* _PROBLEM DESCRIPTION_
Restate each entry exactly, without pictures.

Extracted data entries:
--- START ---

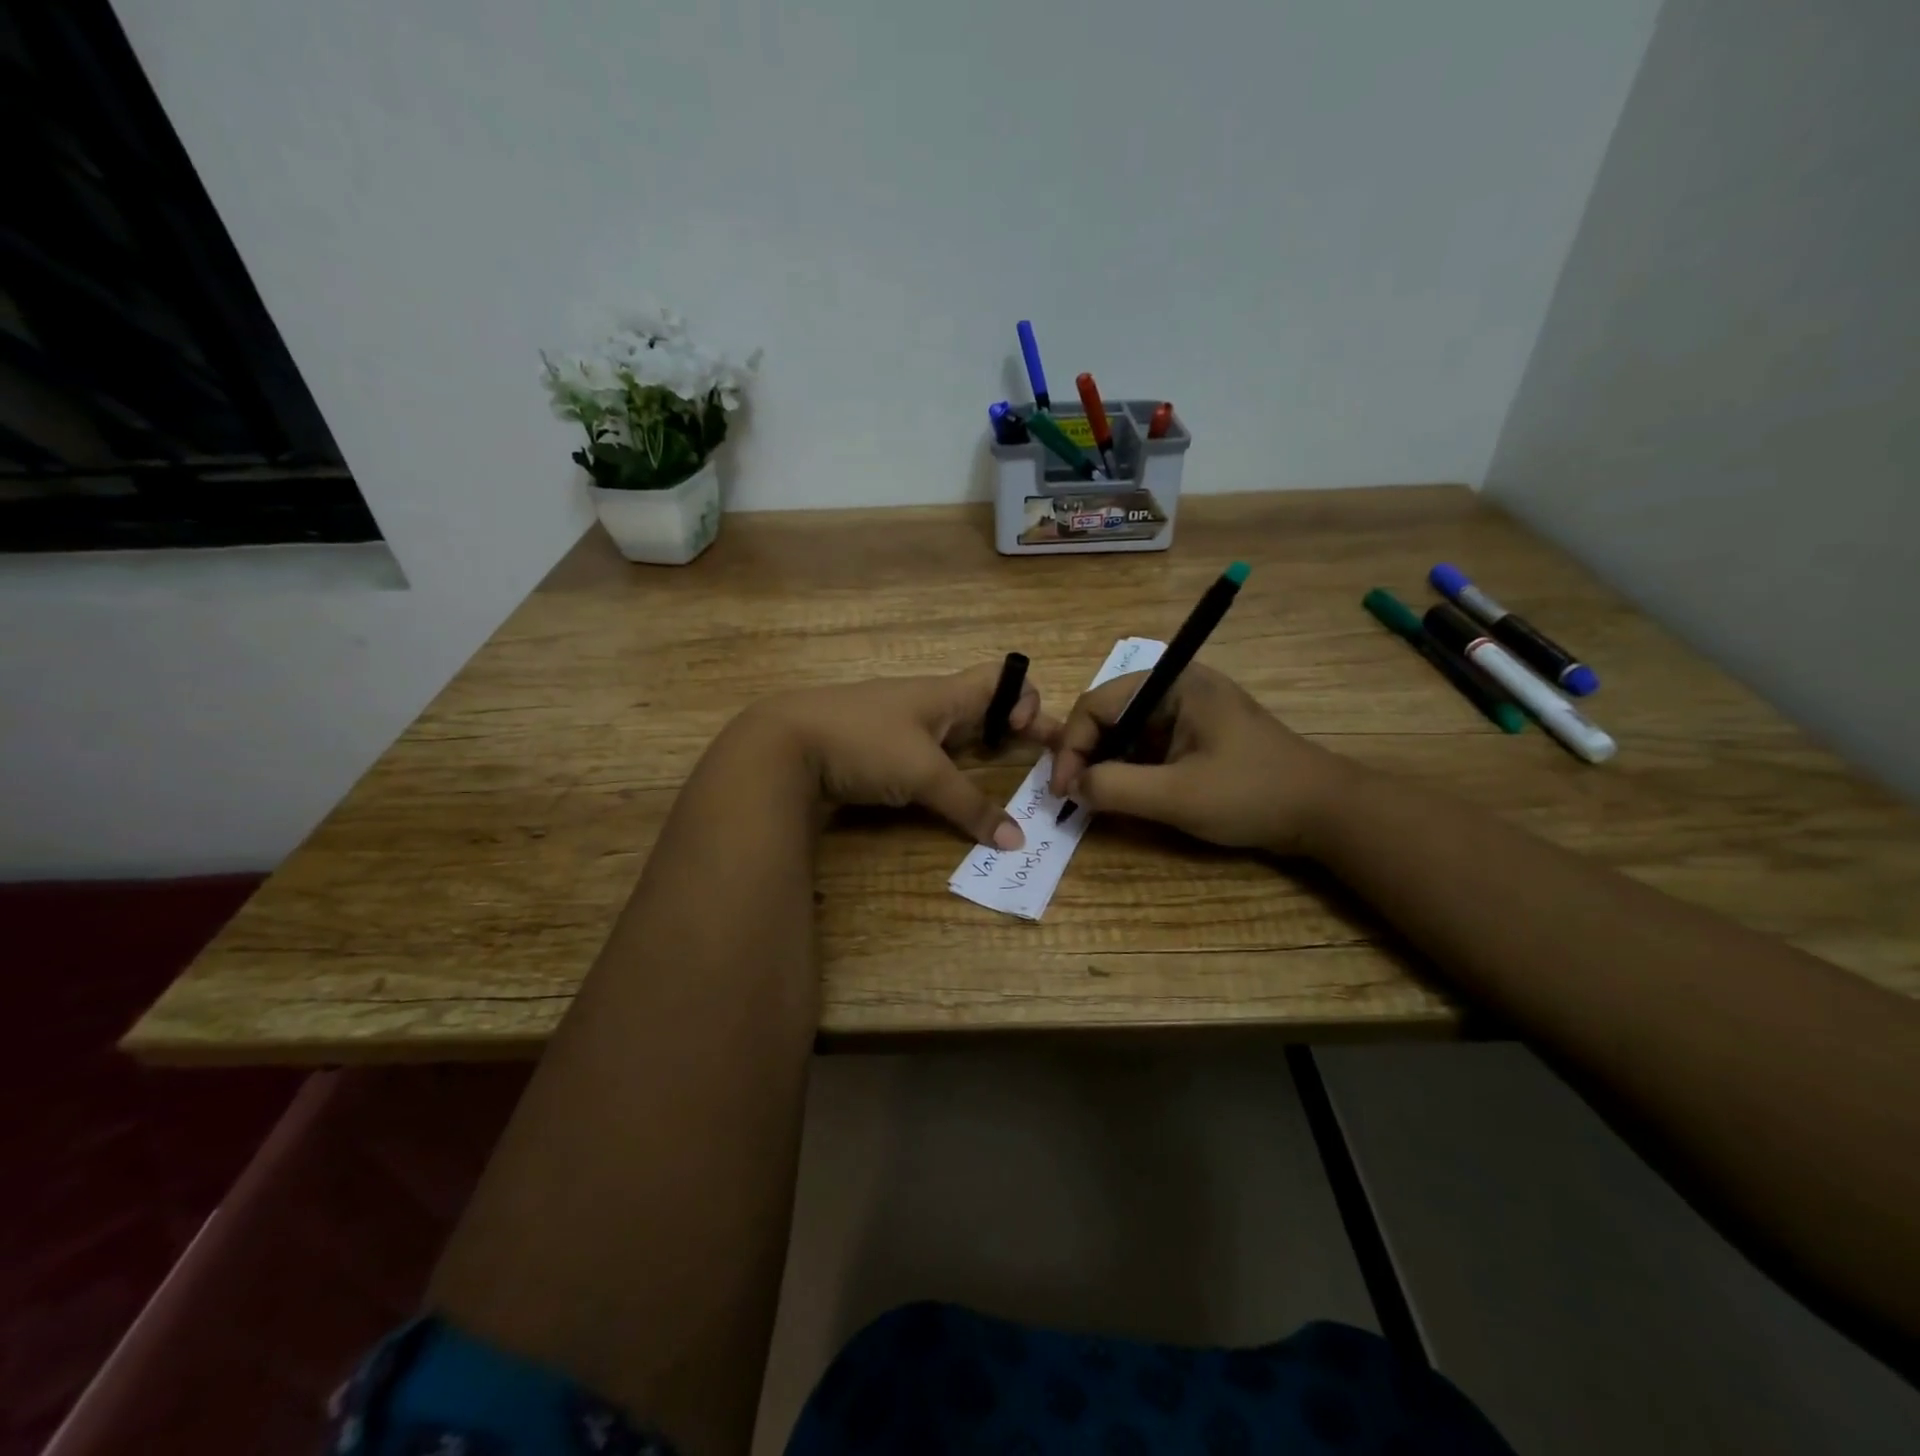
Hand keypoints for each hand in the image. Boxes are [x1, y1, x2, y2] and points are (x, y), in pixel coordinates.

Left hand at [745, 665, 1056, 848]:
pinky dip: (942, 768)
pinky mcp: (872, 746)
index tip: (1028, 735)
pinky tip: (941, 790)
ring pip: (950, 731)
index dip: (1026, 699)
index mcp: (945, 693)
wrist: (783, 744)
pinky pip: (922, 751)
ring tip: (996, 780)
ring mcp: (896, 723)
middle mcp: (925, 702)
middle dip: (1011, 730)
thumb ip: (969, 806)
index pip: (1002, 677)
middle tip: (1037, 761)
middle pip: (981, 706)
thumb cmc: (865, 742)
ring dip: (977, 751)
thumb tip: (1015, 842)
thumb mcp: (923, 774)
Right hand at [1047, 662, 1354, 854]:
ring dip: (1105, 763)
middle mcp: (1177, 688)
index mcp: (1174, 683)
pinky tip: (1124, 795)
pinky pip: (1147, 746)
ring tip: (1093, 798)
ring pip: (1126, 732)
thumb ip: (1115, 788)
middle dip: (1086, 753)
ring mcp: (1188, 711)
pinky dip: (1129, 769)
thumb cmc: (1252, 794)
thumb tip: (1072, 787)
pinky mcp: (1197, 735)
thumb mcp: (1177, 795)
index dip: (1072, 746)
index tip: (1062, 790)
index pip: (1098, 704)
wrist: (1325, 812)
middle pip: (1109, 714)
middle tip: (1073, 795)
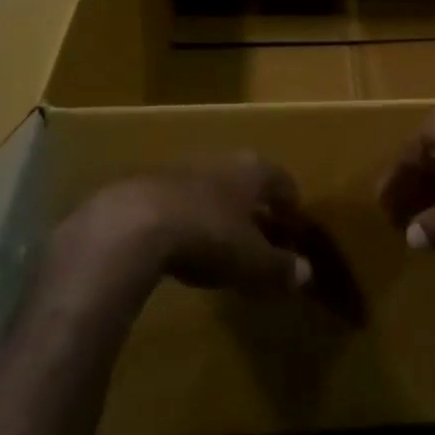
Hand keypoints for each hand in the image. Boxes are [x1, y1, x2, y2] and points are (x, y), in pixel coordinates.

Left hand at [50, 154, 313, 309]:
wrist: (129, 225)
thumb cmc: (207, 236)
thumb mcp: (252, 261)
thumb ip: (280, 267)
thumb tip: (305, 272)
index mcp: (251, 172)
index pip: (281, 181)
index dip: (290, 204)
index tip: (293, 224)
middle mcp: (218, 161)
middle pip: (244, 181)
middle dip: (253, 206)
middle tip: (259, 234)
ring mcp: (177, 170)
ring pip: (208, 188)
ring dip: (216, 210)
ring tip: (219, 241)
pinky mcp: (142, 186)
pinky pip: (175, 201)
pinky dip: (184, 219)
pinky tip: (178, 243)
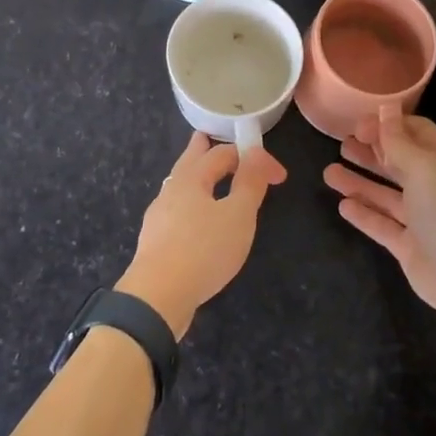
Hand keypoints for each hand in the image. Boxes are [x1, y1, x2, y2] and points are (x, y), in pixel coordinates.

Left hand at [118, 132, 286, 338]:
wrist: (158, 297)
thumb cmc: (203, 250)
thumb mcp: (238, 215)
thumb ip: (250, 183)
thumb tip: (256, 153)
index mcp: (191, 178)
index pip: (224, 154)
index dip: (253, 158)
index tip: (279, 177)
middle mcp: (171, 191)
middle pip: (189, 162)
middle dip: (202, 150)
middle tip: (205, 137)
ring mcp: (159, 217)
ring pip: (180, 186)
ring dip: (195, 177)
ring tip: (202, 175)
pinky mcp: (156, 242)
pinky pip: (176, 210)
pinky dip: (190, 203)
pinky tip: (193, 219)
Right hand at [324, 107, 435, 333]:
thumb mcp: (423, 167)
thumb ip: (398, 140)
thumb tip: (386, 107)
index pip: (417, 133)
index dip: (389, 126)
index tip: (359, 125)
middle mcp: (434, 188)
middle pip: (399, 163)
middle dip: (371, 153)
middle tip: (341, 144)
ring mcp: (422, 219)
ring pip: (386, 195)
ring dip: (359, 182)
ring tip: (329, 174)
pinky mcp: (409, 247)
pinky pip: (383, 225)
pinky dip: (364, 214)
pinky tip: (343, 206)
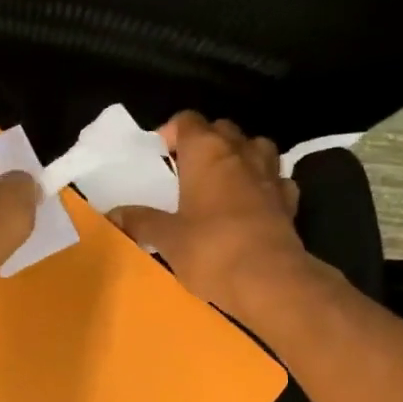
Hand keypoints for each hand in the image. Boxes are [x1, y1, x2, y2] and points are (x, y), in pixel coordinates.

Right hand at [109, 113, 314, 326]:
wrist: (269, 280)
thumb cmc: (211, 250)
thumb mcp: (167, 238)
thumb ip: (140, 222)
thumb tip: (113, 215)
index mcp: (207, 152)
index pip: (188, 120)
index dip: (173, 131)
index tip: (162, 153)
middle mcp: (241, 153)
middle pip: (223, 129)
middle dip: (206, 141)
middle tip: (188, 168)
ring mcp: (271, 175)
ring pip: (257, 147)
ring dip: (241, 155)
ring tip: (224, 179)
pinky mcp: (289, 201)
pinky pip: (277, 180)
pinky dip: (265, 184)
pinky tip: (255, 202)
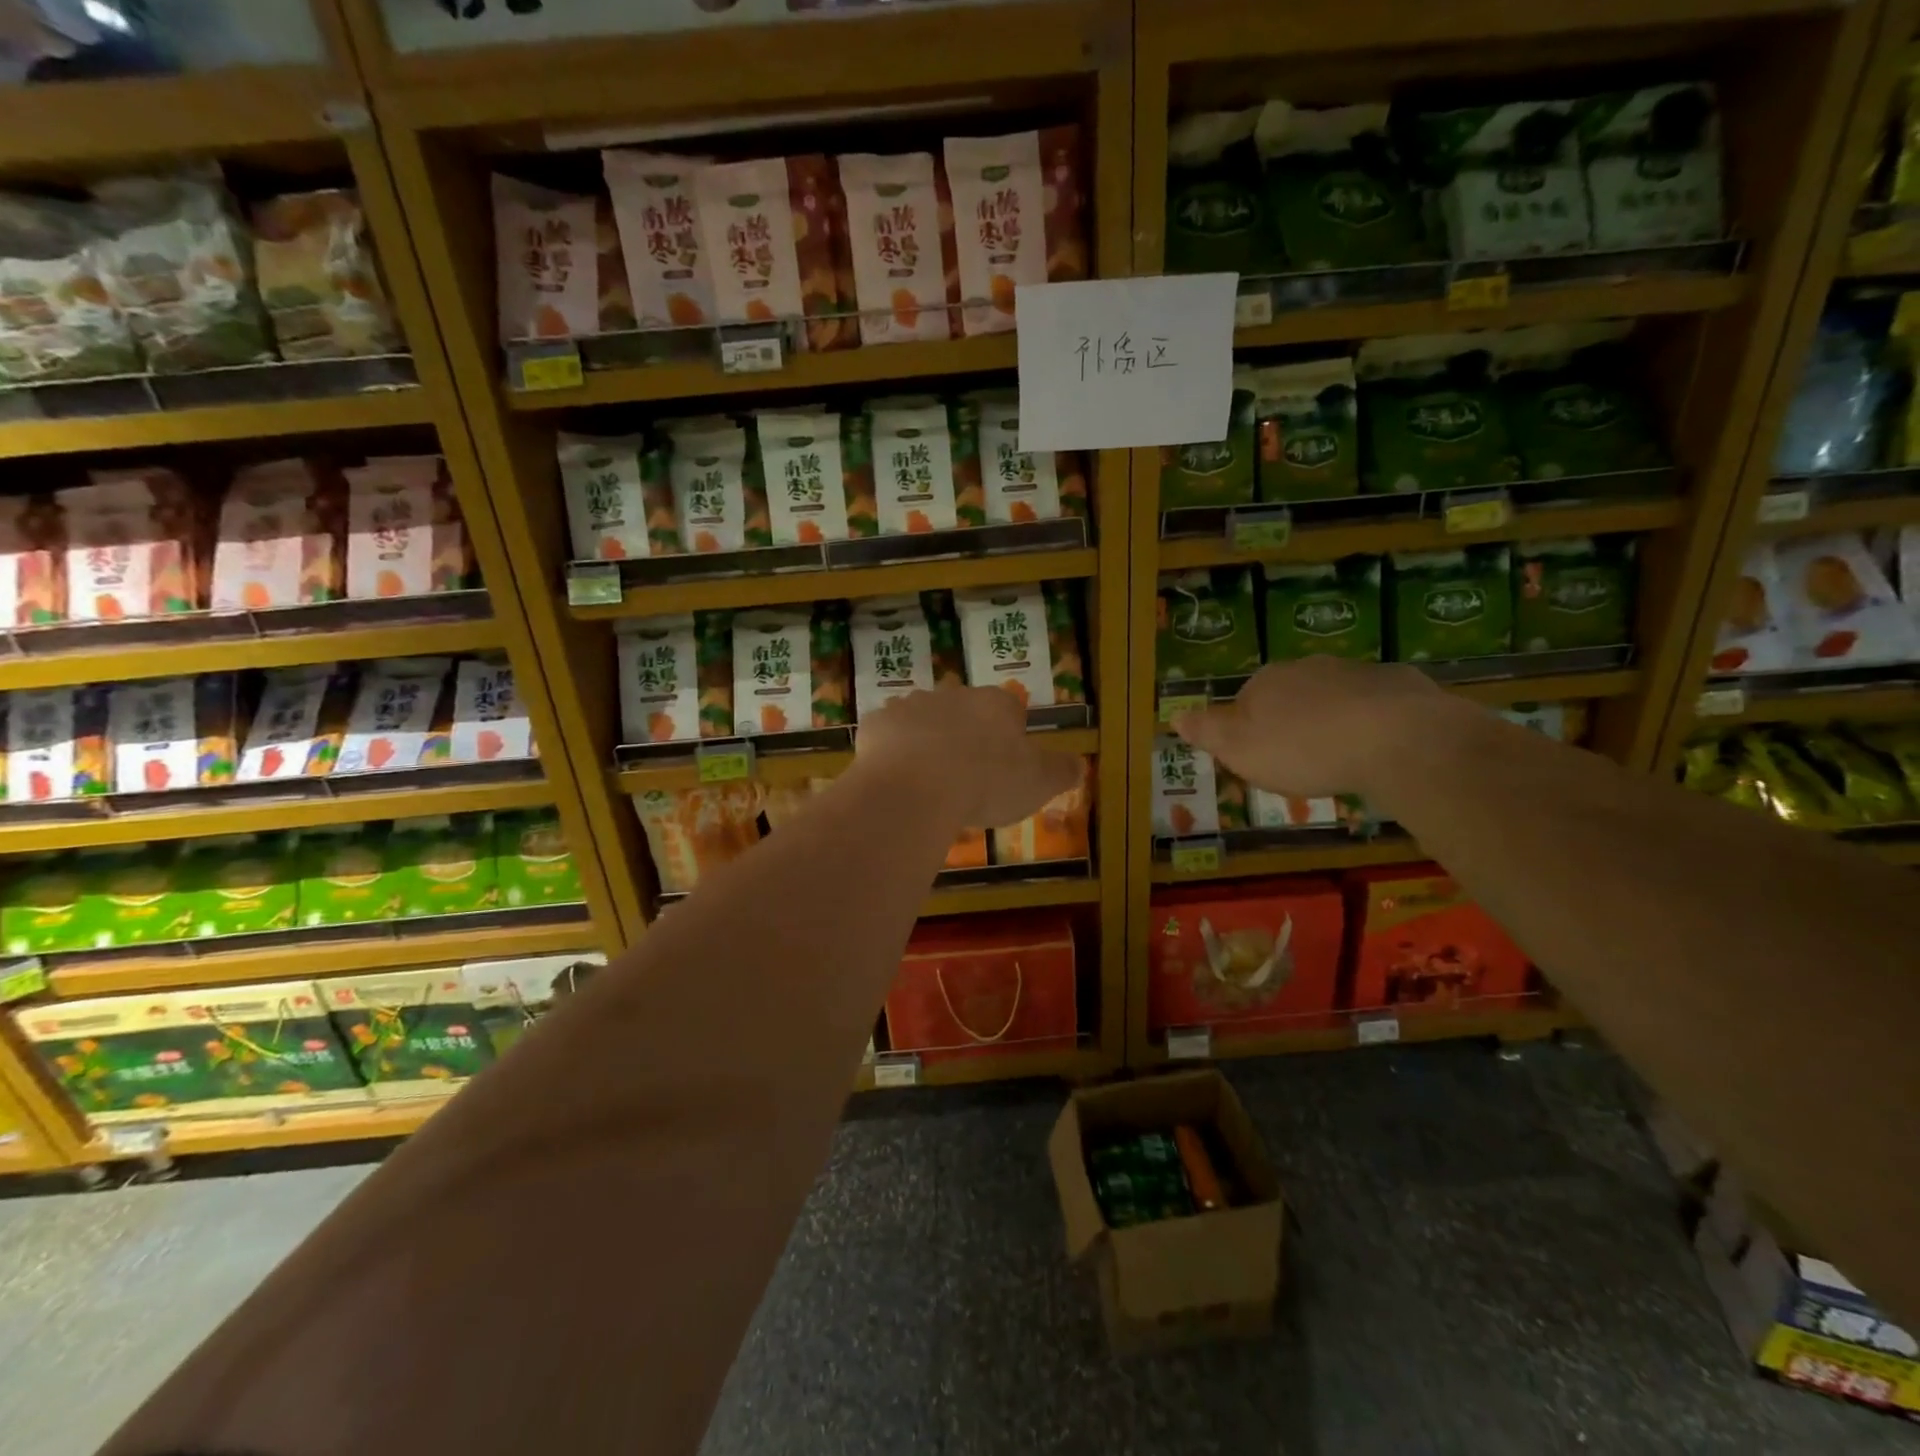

--- END ---

* _RESPONSE AREA_
Hand keypoints for each hand in the image. Boxes are [x1, y1, x2, y2] and points are (x, y), in pixel coordinates.

Left hand at [745, 665, 1056, 848]:
pinky dip: (942, 768)
pinky mcp: (872, 746)
index tip: (1028, 735)
pinky tip: (941, 790)
ring pip: (950, 731)
index dip: (1026, 699)
index mcp: (945, 693)
wrist: (783, 744)
pinky pip: (922, 751)
ring tip: (996, 780)
ring mcp: (896, 723)
middle mcp: (925, 702)
middle dip: (1011, 730)
thumb ip: (969, 806)
index pip: (1002, 677)
middle tip: (1037, 761)
middle pip: (981, 706)
thumb cmc: (865, 742)
ring dip: (977, 751)
thumb tip: (1015, 842)
thumb mcp: (923, 774)
Right hand at [1047, 662, 1354, 854]:
ring dip: (1105, 763)
middle mcp: (1177, 688)
index mcp: (1174, 683)
pinky tip: (1124, 795)
pinky pip: (1147, 746)
ring tip: (1093, 798)
ring pip: (1126, 732)
thumb ip: (1115, 788)
middle dip: (1086, 753)
ring mcp: (1188, 711)
pinky dip: (1129, 769)
thumb cmc: (1252, 794)
thumb tip: (1072, 787)
pinky mcp: (1197, 735)
thumb mcp: (1177, 795)
index dip: (1072, 746)
index tip: (1062, 790)
index pip: (1098, 704)
wrist: (1325, 812)
middle pip: (1109, 714)
middle tip: (1073, 795)
Hand keypoints for each hand in the image. Boxes are [x1, y1, x2, y2] and points are (x, y), in pixel coordinates.

Left hand at [50, 154, 313, 309]:
wrist: (129, 225)
thumb cmc: (207, 236)
thumb mcp: (252, 261)
thumb ip: (280, 267)
thumb tip: (305, 272)
index mcp: (251, 172)
index pip: (281, 181)
index dip: (290, 204)
index tip: (293, 224)
middle mcp: (218, 161)
middle pip: (244, 181)
middle dip: (253, 206)
middle tip: (259, 234)
ring mcp: (177, 170)
ring pip: (208, 188)
ring dip: (216, 210)
ring tip: (219, 241)
pinky mcp: (142, 186)
pinky pip: (175, 201)
pinky dip: (184, 219)
pinky tip: (178, 243)
Hand keypoints for each hand in the image. Boxes are [x1, y1, x2, y2] and points are (x, y), in pixel coordinates.

Left hand at [118, 132, 286, 338]:
wrist: (158, 297)
thumb cmc: (203, 250)
thumb mcp: (238, 215)
thumb ip: (250, 183)
thumb tip: (256, 153)
index mcp: (191, 178)
index pip: (224, 154)
index dip: (253, 158)
index tip: (279, 177)
middle mcp: (171, 191)
middle pip: (189, 162)
middle dip: (202, 150)
middle tip: (205, 137)
ring mcp: (159, 217)
ring pip: (180, 186)
ring dip: (195, 177)
ring tip: (202, 175)
pinky mcp: (156, 242)
pinky pip: (176, 210)
pinky dip: (190, 203)
pinky tip: (193, 219)
Right hand at [324, 107, 435, 333]:
thumb mcp: (423, 167)
thumb ip: (398, 140)
thumb tip: (386, 107)
index pip: (417, 133)
index dip: (389, 126)
index tip: (359, 125)
middle mcp: (434, 188)
middle pip: (399, 163)
middle dip: (371, 153)
middle tip: (341, 144)
ring mcp: (422, 219)
ring pip: (386, 195)
ring dip: (359, 182)
ring tip: (329, 174)
pinky mcp: (409, 247)
pinky pip: (383, 225)
pinky dip: (364, 214)
pinky tip: (343, 206)
Hand keypoints for each hand in the image. Boxes are [x1, y1, x2, y2] and points are (x, y), in pixel coordinates.

Right hand at [109, 113, 314, 326]:
wrist: (269, 280)
thumb cmc: (211, 250)
thumb mcp: (167, 238)
thumb ip: (140, 222)
thumb tip: (113, 215)
index mcp: (207, 152)
index pip: (188, 120)
index dip: (173, 131)
index tip: (162, 153)
middle mcp: (241, 153)
middle pip: (223, 129)
middle dip: (206, 141)
middle tip: (188, 168)
ring mcp: (271, 175)
ring pip: (257, 147)
ring dip: (241, 155)
ring tip: (224, 179)
pinky mcp: (289, 201)
pinky pip: (277, 180)
pinky dip: (265, 184)
pinky tip: (255, 202)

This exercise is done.